*** Opening ENTRIES PROVIDED ***

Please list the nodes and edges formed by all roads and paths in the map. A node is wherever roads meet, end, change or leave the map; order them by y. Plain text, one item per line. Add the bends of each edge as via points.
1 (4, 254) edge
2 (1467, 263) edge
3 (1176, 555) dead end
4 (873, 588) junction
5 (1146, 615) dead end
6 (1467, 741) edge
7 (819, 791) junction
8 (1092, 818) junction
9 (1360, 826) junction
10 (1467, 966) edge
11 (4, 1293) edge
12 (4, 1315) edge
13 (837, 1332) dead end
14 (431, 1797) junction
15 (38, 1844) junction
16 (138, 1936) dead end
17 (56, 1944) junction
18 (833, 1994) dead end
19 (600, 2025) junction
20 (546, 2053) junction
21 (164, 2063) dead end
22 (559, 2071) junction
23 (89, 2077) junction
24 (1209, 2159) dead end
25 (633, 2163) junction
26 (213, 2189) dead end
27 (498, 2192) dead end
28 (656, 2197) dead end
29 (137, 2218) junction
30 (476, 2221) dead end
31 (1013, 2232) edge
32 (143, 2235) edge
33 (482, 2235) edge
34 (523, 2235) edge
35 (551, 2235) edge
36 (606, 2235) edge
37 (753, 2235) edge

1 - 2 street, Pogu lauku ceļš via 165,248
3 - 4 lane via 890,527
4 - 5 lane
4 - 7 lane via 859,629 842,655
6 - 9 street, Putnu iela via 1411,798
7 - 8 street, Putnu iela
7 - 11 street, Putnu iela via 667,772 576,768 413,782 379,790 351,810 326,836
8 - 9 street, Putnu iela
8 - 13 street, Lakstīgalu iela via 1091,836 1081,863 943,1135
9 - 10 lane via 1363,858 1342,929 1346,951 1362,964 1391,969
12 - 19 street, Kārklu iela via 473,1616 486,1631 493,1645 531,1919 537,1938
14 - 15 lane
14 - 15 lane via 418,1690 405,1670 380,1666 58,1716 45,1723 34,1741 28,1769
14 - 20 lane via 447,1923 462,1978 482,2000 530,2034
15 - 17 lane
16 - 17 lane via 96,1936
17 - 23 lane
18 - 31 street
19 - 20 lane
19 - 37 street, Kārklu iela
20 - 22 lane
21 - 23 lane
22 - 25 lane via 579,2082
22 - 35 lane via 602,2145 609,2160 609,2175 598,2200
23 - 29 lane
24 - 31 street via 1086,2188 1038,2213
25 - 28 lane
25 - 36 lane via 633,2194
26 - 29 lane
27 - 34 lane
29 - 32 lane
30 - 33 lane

*** Closing ENTRIES PROVIDED ***

● GOAL OF THE EXERCISE: How many lines in the entries above include the string "street"? Answer with the number only.

● YOUR SOLUTION: 10